Of all the hundreds of great exhibits at the 2011 Tokyo Design Festa here’s the last one that I had time to catch before rushing back to central Tokyo: Daiki Endou’s (遠藤大樹) beautiful figures, automata, diorama and miniature buildings. I should have spent more time with him but alas. Here’s a couple of photos of his work, but at his site there’s much more to see. His automata are my favorites but his figures remind me of David Bowie’s classic Labyrinth! Enjoy!
One of the most interesting aspects of the biggest twice-annual art and design events here in Tokyo – the Design Festa – is the wall sized paintings. Every event dozens of young and old artists rent a booth, or several, to live paint a huge painting during the two day event. Even the smallest booths costs a couple of hundred dollars to rent so you can imagine the out of pocket expense for the bigger booths! Most of the live painters don’t bother selling any art but some people have a little side business selling postcards or books but the vast majority of them don’t even get to take the painting home at the end of the festival. Neither are they in it to make contacts, in fact most artists are so dedicated to finishing their project in the two days they have that they have no time to chat to visitors. Some even wear headphones while paintings to really enable them to concentrate on their work. I’d really like to get to know them though, I want to know what drives them to spend so much time and so much money on something like this!
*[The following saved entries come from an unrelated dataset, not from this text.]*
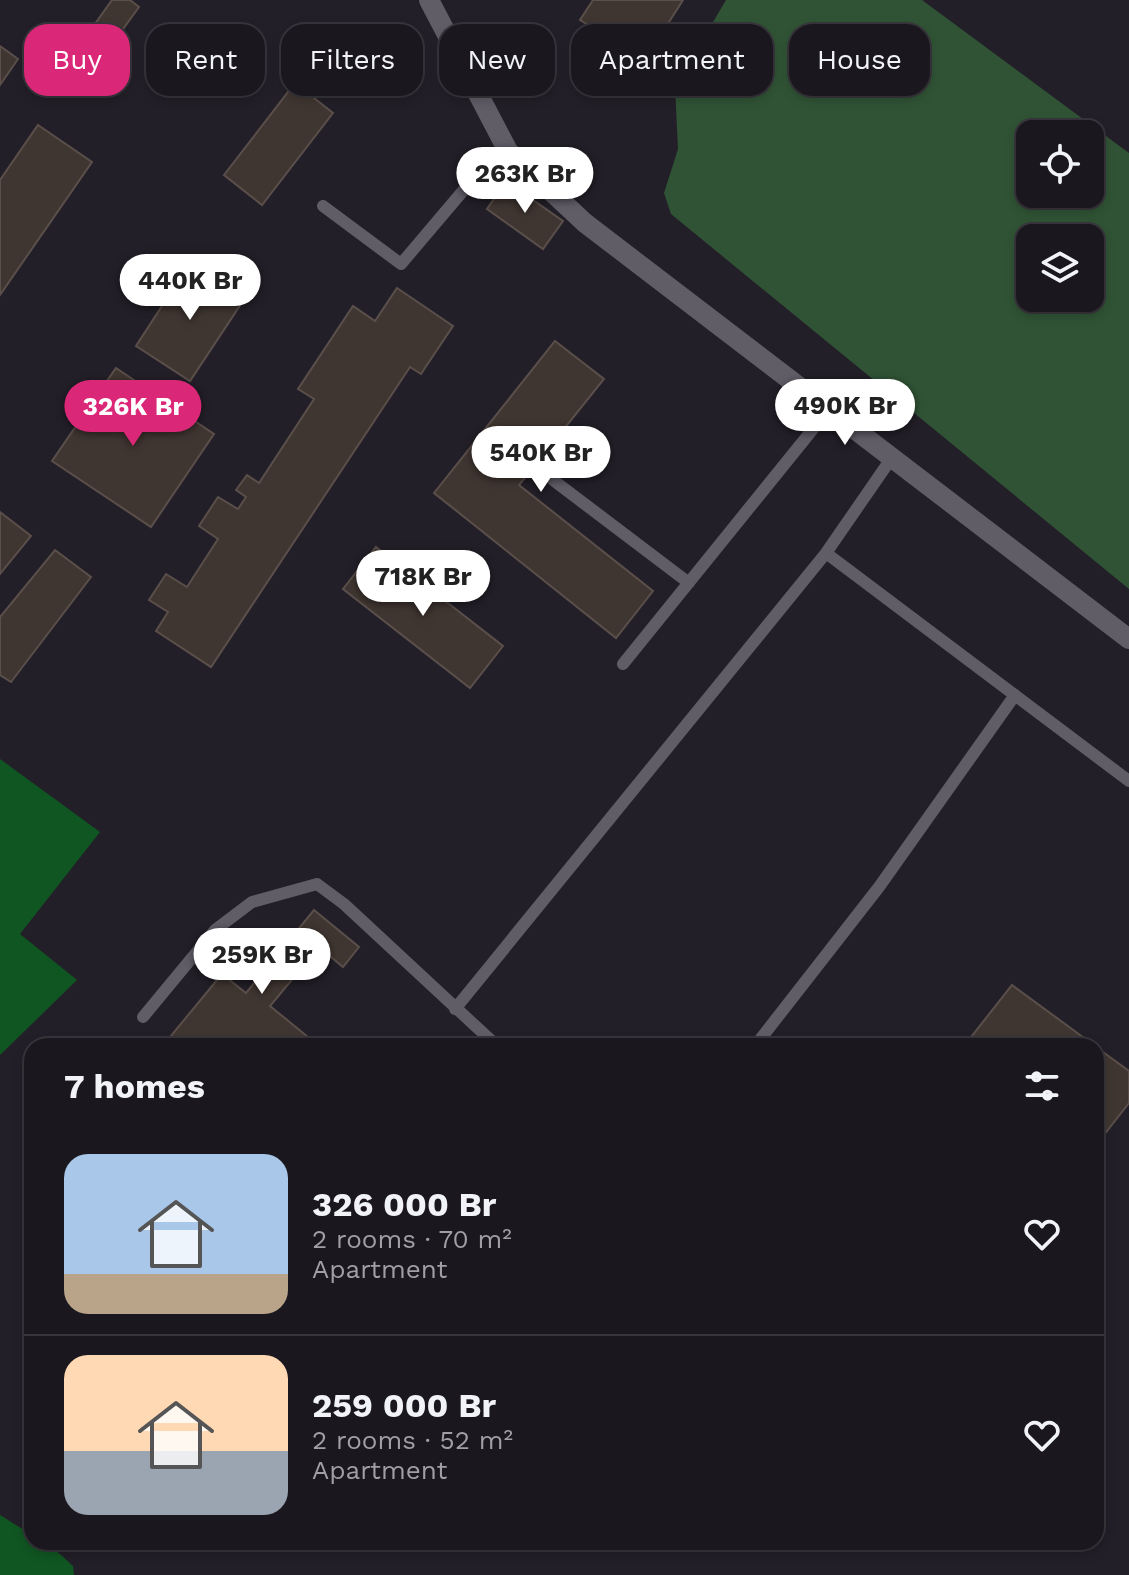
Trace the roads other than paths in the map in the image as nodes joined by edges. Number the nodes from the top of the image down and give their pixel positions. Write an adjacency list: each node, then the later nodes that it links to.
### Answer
1 (429, 0): 2 (street)
2 (508, 151): 3 (lane); 4 (street)
3 (323, 206)
4 (830, 408): 5 (street); 8 (lane)
5 (893, 456): 7 (lane); 9 (street)
6 (553, 480): 8 (lane)
7 (826, 553): 11 (lane); 13 (lane)
8 (689, 583): 10 (lane)
9 (1129, 639)
10 (623, 664)
11 (1015, 695): 12 (lane); 16 (lane)
12 (1129, 781)
13 (455, 1009): 14 (lane); 15 (lane)
14 (143, 1017)
15 (488, 1038)
16 (761, 1038)

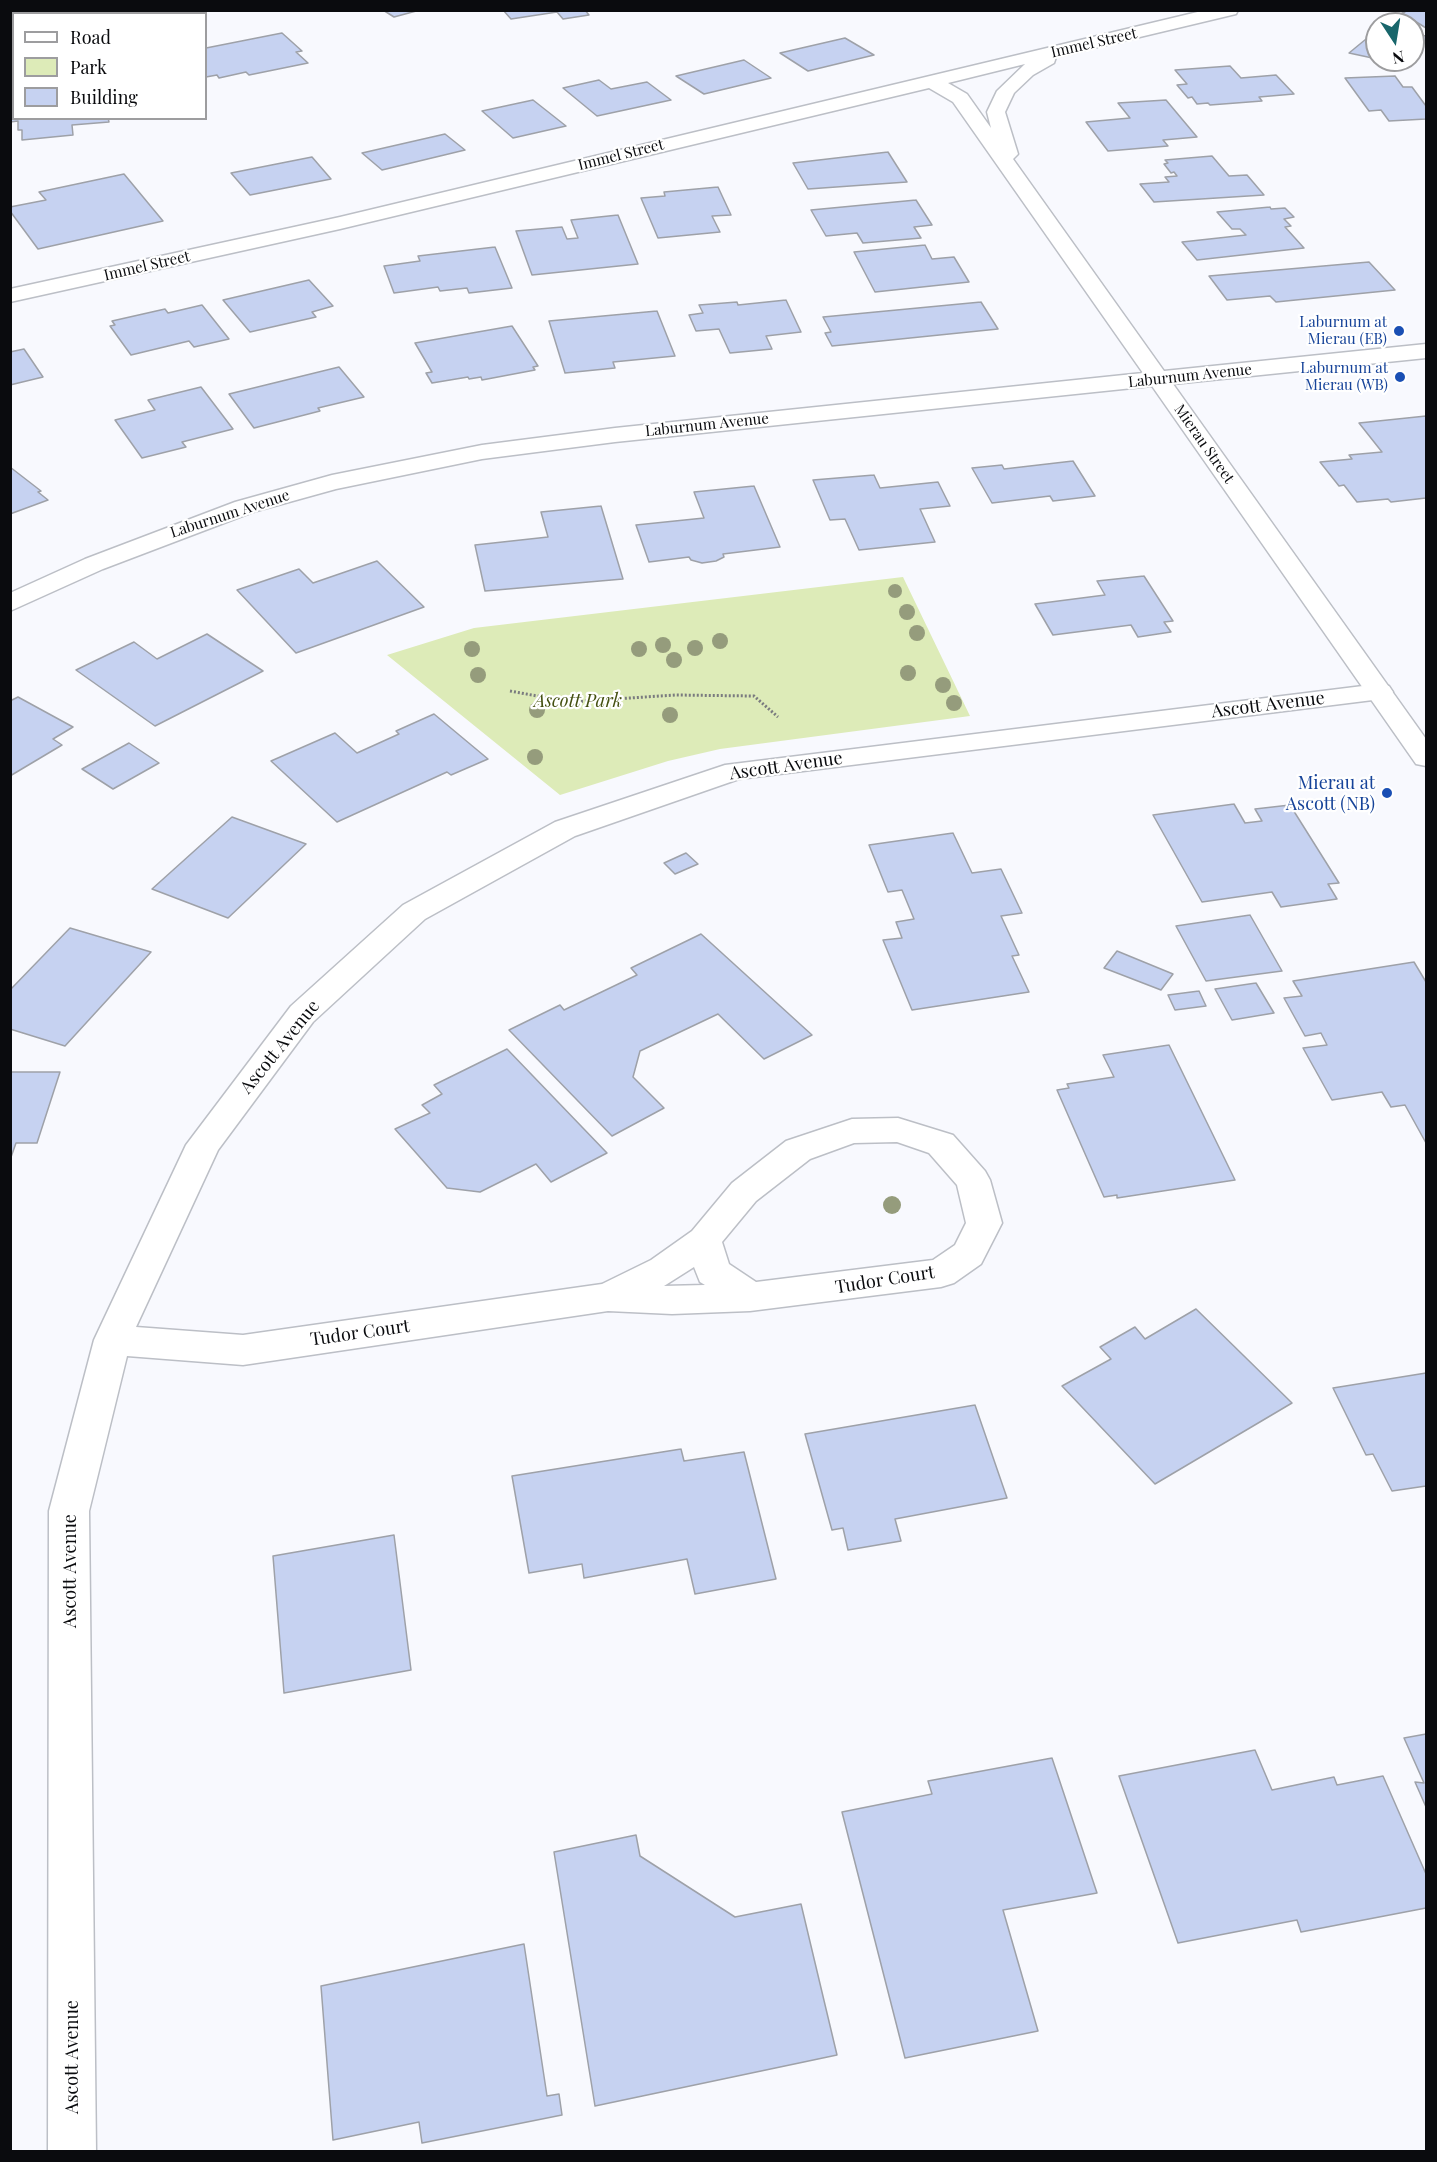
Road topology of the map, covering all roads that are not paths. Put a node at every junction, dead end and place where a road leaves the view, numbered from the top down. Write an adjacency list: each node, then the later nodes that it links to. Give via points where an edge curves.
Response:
1 (65, 10): 3 (street)
2 (1230, 10): 4 (street, Immel Street)
3 (44, 12)
4 (1065, 50): 5 (street, Immel Street); 6 (street, via 1027,71 1006,91 996,112)
5 (931, 81): 6 (street, Mierau Street, via 960,98); 7 (street, Immel Street, via 340,223)
6 (1012, 170): 9 (street, Mierau Street)
7 (10, 296)
8 (1426, 351): 9 (street, Laburnum Avenue)
9 (1159, 379): 10 (street, Laburnum Avenue, via 482,452 332,482 244,507 94,564); 11 (street, Mierau Street)
10 (10, 603)
11 (1379, 692): 12 (street, Mierau Street); 16 (street, Ascott Avenue, via 735,771 565,829 414,912 302,1014 203,1145)
12 (1423, 748)
13 (704, 1240): 14 (street, Tudor Court, via 664,1270); 15 (street, via 713,1272); 15 (street, Tudor Court, via 744,1192 798,1150 852,1131 898,1130 941,1144 973,1180 984,1223 968,1254 941,1273)
14 (608, 1297): 15 (street, Tudor Court); 16 (street, Tudor Court, via 243,1350)
15 (750, 1297)
16 (112, 1340): 17 (street, Ascott Avenue, via 69,1511)
17 (72, 2151)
Here’s a small selection of some of the live paintings that caught my eye at the latest Design Festa, earlier this month. Enjoy!
One of my favorites from this year’s Design Festa was Mr Masato Homma and his very low-key no thrills exhibition of customized tin dolls, known as Buriki-ningyo here in Japan. Even as a kid I remember sometimes seeing photos of old tin toys that would move around if a spring in the back was wound up and came in all sizes and shapes. Cuesukeya, as he calls himself in the world of toy making, takes standard sized tin doll and customize them, for collectors and fans of old-style toys all over the world. Here’s four of his dolls in Japanese style but he’s got many others on his Flickr page, including Hulk Hogan! I love the details and the clean simplicity of these toys, they are almost works of art and would fit in well in any modern art gallery around the world I think. He’s got a Facebook page as well. If you ever visit Kyoto I also recommend the tin doll museum.
At Design Festa 2011 I stumbled upon this macabre but fascinating piece of art. A calf in shiny plastic, with an inverted luxury hand bag inserted into it’s body. But there was more than meets the eye in this mysterious creation. Upon the request of the three girls whose work this was I put my hand into the bag and felt the rumblings of machinery through the leather siding. It was like a living thing in there. Normally I am not for art with chock value, but this thing was pretty neat. The three creators, all exceptionally normal young Japanese girls talked to me a little about the piece, but all I could think of was the combination of young women, the skilled craftmanship and the the bizarre idea. I loved it. They call themselves collectively 4BT310 and do all their work together, unplanned but certainly not without skill. They also had stuffed animals, drawings and plenty of other fantastic ideas on display but I was hypnotized by the plastic calf. Their real names are given only as Shibata + Sato X 2 (Sato is a very common name in Japan). I think these three young designers have a bright future ahead of them!